On the occasion of his 111th birthday, we revisit this SF-oriented profile written for the late, lamented original Scifipedia website.
While Byron Haskin worked in many genres during his four decades as a director, dating back to the silent era, he is best known for his work with producer George Pal on The War of the Worlds (1953), The Naked Jungle (1954), Conquest of Space (1955), and The Power (1968). He also contributed to the seminal SF series The Outer Limits in various capacities, some uncredited.
From 1922 to 1937, Haskin was primarily a cinematographer, with occasional directorial credits, and in the second phase of his career, through 1944, he worked mainly in special effects. He was nominated for four consecutive Oscars in that category, after winning the 1939 technical achievement award for the development and application of the triple head background projector.
So, Haskin was ideal for the effects-heavy War of the Worlds, with Barré Lyndon’s script updating H.G. Wells’s novel to the present, and Gene Barry as the scientist coping with invading Martians. Ironically, Gordon Jennings won an Oscar for his effects; War was also nominated for its film editing and sound recording, as well as earning the Hugo for Best Dramatic Presentation.
Based on Carl Stephenson’s classic tale “Leiningen vs. the Ants,” The Naked Jungle was not SF but still required copious effects, as Leiningen (Charlton Heston) takes on the marabunta (army ants) threatening to overwhelm his Brazilian plantation. Screenwriters Philip Yordan and Ranald MacDougall added a love interest, in the form of Eleanor Parker as his mail-order bride.
Conquest of Space was the last Haskin/Pal collaboration for more than a decade, and its problems were legendary. The four credited screenwriters—with Lyndon, Yordan, and George Worthing Yates providing the adaptation, and James O’Hanlon the script—were unable to craft a satisfactory cinematic narrative out of the nonfiction book by Chesley Bonestell and Willy Ley.

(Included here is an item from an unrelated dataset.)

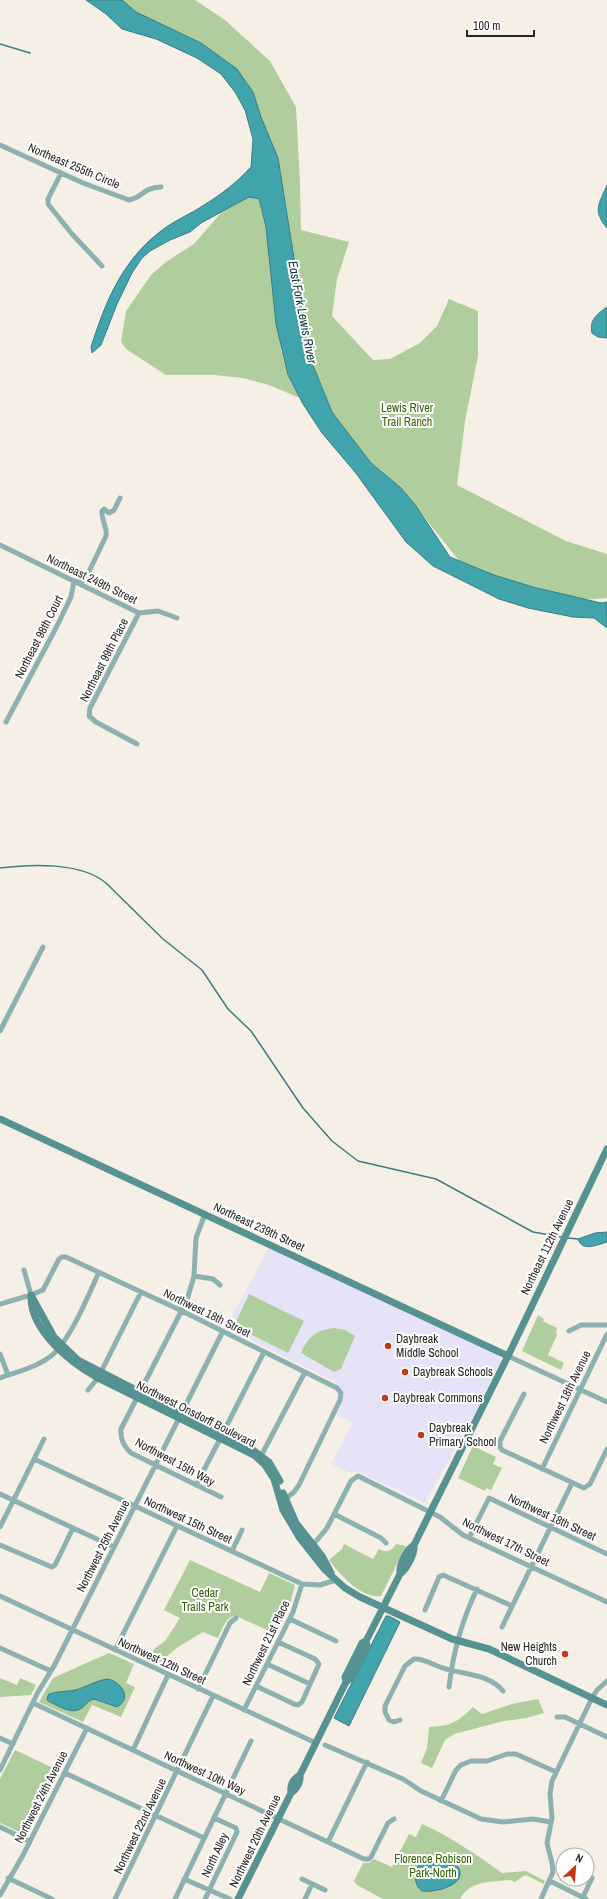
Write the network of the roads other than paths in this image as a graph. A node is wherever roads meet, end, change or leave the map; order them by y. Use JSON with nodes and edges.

“There was a personal story introduced into this thing, which was utterly incredible,” as Haskin told Joe Adamson in his interview for a Directors Guild of America Oral History. “The personal story and the technical story—oil and water. We had Werner Von Braun on the set all the time…as a technical advisor. He kept it straight, but I don’t know—it’s a mish-mash thing.”
Equally unsatisfying was From the Earth to the Moon (1958), based on the Jules Verne novel and its sequel, Round the Moon. Although keeping the period setting that The War of the Worlds lacked, the script by Robert Blees and James Leicester was slow and implausible, while the Victorian spacecraft—piloted by Joseph Cotten and George Sanders—was utterly outlandish.
More highly respected today, Robinson Crusoe on Mars (1964) was a space-age version of the Daniel Defoe classic, scripted by John C. Higgins (who reportedly jettisoned most of Ib Melchior’s monster-filled treatment). The barren landscape of Death Valley stood in for Mars, with its skies turned red by optical effects, and Paul Mantee starred as the marooned astronaut.
Haskin then segued into television, and called The Outer Limits the climax of his small-screen career. “I was aide to Joe Stefano, the producer, and also directed half a dozen of them…. I was in charge of designing the monsters. A great deal of the inner planning of the show was in my hands. I supervised the special effects, which were very important,” as he told Joe Adamson.
Although he worked closely with the effects team at Project Unlimited (e.g., Wah Chang, Gene Warren, Tim Baar, Jim Danforth), Haskin took no credit for that aspect of his involvement with the show. His best-known episode as a director was Harlan Ellison’s “Demon With a Glass Hand,” with Robert Culp (see “Culp Ability”) as a time-traveling robot trying to save humankind from alien invaders.
A victim of friction between Pal and MGM, The Power was Haskin’s final feature before he retired, with George Hamilton as a scientist trying to identify the telekinetic superman who is killing off his colleagues one by one. Adapted from Frank M. Robinson’s novel by John Gay, it was a critical and commercial failure on its release, but has steadily grown in stature since then.
Ol’ Byron just went up a notch; did not know he held the directing cred for DEMON.
And I always thought he did an excellent job on The Naked Jungle.